(Collected data)

______________________________

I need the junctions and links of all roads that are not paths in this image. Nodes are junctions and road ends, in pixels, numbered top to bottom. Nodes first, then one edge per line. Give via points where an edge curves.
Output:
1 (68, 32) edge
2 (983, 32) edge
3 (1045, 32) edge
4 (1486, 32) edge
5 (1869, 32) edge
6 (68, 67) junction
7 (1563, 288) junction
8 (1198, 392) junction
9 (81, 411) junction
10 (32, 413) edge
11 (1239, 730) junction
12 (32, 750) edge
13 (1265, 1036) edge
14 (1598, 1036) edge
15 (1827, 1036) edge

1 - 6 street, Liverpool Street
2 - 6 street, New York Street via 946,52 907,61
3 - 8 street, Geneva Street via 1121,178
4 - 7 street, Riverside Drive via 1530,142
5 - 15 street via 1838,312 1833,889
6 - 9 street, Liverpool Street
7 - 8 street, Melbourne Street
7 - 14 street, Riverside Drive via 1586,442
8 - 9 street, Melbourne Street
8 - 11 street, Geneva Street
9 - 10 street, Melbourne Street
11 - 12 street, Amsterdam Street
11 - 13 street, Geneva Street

______________________________

Work to complete – Give the data back in full, exactly as written.

Response to this exercise –
I need the junctions and links of all roads that are not paths in this image. Nodes are junctions and road ends, in pixels, numbered top to bottom. Nodes first, then one edge per line. Give via points where an edge curves.
Output:
1 (68, 32) edge
2 (983, 32) edge
3 (1045, 32) edge
4 (1486, 32) edge
5 (1869, 32) edge
6 (68, 67) junction
7 (1563, 288) junction
8 (1198, 392) junction
9 (81, 411) junction
10 (32, 413) edge
11 (1239, 730) junction
12 (32, 750) edge
13 (1265, 1036) edge
14 (1598, 1036) edge
15 (1827, 1036) edge

1 - 6 street, Liverpool Street
2 - 6 street, New York Street via 946,52 907,61
3 - 8 street, Geneva Street via 1121,178
4 - 7 street, Riverside Drive via 1530,142
5 - 15 street via 1838,312 1833,889
6 - 9 street, Liverpool Street
7 - 8 street, Melbourne Street
7 - 14 street, Riverside Drive via 1586,442
8 - 9 street, Melbourne Street
8 - 11 street, Geneva Street
9 - 10 street, Melbourne Street
11 - 12 street, Amsterdam Street
11 - 13 street, Geneva Street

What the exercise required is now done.